All the information my brain has been storing up for the past sixty years is now suddenly at variance with the visual data coming in from the New Vision. I reach out for the sauce bottle and find my extra-large hand closes on the space immediately in front of the bottle. I walk through doorways and the doorposts lag unpredictably and buffet me when I think I'm through. I go upstairs and my foot anticipates the first step but doesn't quite make it; I go downstairs and unaccountably an extra step materialises at the bottom.

But I'm persevering...

There are lots of advantages: outside, the light and clarity of vision is overwhelming after the years of clouded vision as cataracts got worse. It's only now that I realise what a lot I've been missing – even on a dull day everywhere looks sunny now. I hope that feeling doesn't wear off!

When the rain stops, I nip out for trial runs up & down the avenue.
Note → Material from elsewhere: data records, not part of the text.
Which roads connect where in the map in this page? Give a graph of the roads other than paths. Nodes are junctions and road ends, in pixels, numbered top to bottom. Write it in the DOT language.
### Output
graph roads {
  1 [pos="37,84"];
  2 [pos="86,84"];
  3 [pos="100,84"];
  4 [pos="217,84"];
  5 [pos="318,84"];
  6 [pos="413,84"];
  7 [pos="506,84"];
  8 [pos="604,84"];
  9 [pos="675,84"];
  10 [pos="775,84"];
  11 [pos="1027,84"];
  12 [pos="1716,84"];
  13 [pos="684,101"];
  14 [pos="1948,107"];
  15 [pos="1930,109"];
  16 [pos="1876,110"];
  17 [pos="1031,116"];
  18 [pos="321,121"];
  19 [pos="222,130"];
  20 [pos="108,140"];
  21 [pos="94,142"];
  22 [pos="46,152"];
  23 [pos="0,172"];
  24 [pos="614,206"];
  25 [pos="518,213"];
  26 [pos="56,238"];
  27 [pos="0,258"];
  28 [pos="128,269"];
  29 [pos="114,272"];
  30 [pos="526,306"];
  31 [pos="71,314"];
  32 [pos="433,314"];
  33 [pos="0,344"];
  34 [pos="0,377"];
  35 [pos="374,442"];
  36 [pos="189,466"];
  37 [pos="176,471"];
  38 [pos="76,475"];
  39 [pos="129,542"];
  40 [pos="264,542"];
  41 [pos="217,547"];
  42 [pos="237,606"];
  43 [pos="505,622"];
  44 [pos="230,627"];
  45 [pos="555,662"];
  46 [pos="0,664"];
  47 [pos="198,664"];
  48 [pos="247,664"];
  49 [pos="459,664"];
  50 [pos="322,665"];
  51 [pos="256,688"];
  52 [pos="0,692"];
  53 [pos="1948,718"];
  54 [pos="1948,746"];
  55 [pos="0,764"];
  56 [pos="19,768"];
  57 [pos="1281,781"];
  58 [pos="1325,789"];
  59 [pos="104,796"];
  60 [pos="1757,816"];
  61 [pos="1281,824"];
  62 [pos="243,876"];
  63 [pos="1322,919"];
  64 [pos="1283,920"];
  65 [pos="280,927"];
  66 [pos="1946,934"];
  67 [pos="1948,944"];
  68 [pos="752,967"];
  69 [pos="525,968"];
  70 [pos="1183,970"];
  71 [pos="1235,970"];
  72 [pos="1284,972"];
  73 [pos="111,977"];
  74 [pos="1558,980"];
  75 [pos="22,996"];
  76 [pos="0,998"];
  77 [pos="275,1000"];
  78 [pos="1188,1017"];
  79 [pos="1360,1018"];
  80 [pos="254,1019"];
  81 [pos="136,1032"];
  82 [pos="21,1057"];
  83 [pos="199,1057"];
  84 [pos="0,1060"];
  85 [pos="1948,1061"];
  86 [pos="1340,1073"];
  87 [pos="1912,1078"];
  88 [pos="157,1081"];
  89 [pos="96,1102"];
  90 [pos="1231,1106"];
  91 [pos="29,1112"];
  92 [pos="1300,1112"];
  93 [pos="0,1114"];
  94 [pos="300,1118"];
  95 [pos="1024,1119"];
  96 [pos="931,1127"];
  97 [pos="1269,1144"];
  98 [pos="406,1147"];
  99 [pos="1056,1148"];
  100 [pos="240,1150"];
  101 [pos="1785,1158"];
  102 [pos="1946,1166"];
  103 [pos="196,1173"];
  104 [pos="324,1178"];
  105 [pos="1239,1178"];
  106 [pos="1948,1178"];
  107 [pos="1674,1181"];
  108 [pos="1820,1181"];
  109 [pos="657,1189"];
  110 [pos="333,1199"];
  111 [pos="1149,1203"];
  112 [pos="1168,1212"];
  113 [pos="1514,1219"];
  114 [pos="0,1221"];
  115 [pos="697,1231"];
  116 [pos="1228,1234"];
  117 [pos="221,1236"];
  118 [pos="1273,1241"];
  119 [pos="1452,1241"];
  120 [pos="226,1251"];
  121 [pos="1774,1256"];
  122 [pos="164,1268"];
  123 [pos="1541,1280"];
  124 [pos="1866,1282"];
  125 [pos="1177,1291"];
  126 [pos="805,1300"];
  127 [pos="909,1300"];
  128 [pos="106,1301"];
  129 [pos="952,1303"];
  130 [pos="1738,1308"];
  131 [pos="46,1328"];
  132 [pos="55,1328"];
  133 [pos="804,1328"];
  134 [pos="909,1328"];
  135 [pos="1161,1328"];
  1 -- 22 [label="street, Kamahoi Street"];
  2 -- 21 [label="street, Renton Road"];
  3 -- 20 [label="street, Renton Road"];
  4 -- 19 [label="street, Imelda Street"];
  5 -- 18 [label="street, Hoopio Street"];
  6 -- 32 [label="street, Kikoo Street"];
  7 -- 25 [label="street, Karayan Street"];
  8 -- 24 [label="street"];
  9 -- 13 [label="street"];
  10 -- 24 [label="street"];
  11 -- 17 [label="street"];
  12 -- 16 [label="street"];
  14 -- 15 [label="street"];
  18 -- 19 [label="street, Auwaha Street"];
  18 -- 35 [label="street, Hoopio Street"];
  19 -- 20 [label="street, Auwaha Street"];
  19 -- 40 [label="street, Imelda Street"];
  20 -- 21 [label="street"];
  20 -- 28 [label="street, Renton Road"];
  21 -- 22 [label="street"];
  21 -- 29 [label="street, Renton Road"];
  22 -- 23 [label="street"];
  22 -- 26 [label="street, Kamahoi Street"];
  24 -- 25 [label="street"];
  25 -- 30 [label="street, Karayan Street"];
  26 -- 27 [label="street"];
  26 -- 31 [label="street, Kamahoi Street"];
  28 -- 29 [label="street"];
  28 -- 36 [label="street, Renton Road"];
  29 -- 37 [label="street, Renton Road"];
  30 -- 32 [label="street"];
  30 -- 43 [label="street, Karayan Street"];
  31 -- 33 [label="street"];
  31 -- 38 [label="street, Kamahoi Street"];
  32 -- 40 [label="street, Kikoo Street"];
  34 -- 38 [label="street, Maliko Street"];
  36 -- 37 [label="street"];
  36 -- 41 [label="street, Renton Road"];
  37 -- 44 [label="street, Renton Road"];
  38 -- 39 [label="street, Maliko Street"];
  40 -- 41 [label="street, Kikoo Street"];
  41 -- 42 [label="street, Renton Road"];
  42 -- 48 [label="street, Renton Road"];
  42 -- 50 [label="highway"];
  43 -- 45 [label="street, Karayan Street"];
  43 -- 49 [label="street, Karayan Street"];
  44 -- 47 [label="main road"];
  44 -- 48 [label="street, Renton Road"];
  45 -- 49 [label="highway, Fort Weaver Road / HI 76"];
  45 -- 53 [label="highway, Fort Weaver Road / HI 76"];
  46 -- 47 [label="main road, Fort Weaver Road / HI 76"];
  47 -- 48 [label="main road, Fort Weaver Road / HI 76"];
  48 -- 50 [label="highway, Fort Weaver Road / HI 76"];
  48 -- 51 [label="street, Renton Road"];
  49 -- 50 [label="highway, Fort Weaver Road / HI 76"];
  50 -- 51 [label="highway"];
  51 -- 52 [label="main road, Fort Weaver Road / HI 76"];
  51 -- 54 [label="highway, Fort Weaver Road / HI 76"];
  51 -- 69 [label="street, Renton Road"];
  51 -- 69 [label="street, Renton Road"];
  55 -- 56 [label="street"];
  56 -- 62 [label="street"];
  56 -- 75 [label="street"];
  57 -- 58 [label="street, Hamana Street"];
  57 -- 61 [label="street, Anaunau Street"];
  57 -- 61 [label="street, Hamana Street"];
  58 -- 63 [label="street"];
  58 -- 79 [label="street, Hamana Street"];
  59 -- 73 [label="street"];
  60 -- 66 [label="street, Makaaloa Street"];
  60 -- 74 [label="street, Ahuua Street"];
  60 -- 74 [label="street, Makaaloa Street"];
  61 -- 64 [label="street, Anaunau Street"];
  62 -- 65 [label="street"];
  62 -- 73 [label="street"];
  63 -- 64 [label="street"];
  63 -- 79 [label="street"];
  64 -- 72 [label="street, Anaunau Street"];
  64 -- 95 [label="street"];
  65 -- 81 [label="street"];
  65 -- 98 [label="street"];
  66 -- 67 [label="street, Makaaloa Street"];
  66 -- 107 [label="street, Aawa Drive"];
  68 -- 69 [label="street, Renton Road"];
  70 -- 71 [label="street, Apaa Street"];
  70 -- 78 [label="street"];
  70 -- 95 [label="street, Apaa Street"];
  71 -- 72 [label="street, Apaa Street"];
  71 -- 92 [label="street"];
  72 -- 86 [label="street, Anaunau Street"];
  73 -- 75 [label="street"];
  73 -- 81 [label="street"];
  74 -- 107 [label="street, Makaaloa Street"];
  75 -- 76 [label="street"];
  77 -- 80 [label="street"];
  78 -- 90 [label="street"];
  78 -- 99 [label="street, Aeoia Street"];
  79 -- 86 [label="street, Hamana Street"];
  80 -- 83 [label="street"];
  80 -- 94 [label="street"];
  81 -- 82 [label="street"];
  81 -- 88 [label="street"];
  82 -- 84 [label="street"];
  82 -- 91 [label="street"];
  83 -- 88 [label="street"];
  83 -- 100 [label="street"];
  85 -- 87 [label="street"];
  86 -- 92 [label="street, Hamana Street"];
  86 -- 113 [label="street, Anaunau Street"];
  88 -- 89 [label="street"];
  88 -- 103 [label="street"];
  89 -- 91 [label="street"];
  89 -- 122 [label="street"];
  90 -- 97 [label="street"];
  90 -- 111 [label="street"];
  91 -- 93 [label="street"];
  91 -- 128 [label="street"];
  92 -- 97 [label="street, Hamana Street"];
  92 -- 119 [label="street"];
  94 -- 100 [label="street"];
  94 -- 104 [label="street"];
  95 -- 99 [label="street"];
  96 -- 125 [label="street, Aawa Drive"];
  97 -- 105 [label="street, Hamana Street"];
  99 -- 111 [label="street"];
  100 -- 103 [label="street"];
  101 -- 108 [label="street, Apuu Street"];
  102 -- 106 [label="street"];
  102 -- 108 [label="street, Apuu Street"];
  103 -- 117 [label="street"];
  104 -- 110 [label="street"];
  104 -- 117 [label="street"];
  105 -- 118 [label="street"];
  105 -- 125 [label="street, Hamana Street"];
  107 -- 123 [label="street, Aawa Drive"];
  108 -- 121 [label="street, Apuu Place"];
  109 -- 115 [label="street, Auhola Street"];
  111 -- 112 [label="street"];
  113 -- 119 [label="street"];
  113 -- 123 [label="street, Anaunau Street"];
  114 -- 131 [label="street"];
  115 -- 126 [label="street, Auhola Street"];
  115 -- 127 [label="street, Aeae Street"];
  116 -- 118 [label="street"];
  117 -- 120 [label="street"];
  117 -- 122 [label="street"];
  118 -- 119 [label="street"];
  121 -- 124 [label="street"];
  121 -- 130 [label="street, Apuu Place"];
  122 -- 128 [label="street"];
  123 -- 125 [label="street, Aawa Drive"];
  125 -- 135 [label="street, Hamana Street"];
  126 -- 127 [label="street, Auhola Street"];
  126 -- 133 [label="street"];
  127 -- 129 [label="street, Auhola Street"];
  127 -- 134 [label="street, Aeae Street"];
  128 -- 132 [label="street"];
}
Well, perhaps not so much runs as 'tentative ambles'. By dint of will-power I'm attempting to slow down my usual walking pace so that I can negotiate kerbs, puddles, holes and protruding paving stones without disaster, and cut down the number of lamp standards, posts and other obstructions I tend to barge into. (When I venture into the big city, I might fall back on my old specs and dimming eye & associated reflexes to cope with it all, until I've gained a little more confidence with the New Vision:).

I was disappointed wi.th results when first I tried to read: I was more aware of all the defects of my eye which seemed to distort a page of type until it was a struggle to settle on a particular line and follow it through. But my fading vision has given me so many 'bad habits' – like holding notes 3" away from my eye to make them legible – that I've a whole process of re-learning to do.

Today, I seem to have made fairly rapid progress: I've hit on the right distances at which I can focus, and am gradually training myself to see what I want to see – the type – rather than be aware of the eye imperfections. My reading speed has shot up prodigiously and I'm no longer dependent on the level of illumination: I can once again see print with clarity in dull light and artificial light. Marvellous. When I've mastered my reading, I'll attempt to do some drawing ... the crucial test.

I have not quite coordinated my handwriting – it still finishes up with an exaggerated italic slope and has a tendency to drift high right. Practice, practice... That's why this is being typed. Although initially I had problems in hitting the keys squarely; my fingers finished up in the spaces between the keys, though I adjusted fairly rapidly.

Saturday September 13th : Completed outline drawing for 30" x 30" canvas 'Adventure Playground'

Monday October 6th : Went to lunchtime talk by Jane Farrington at Wyndham Lewis retrospective at City Gallery.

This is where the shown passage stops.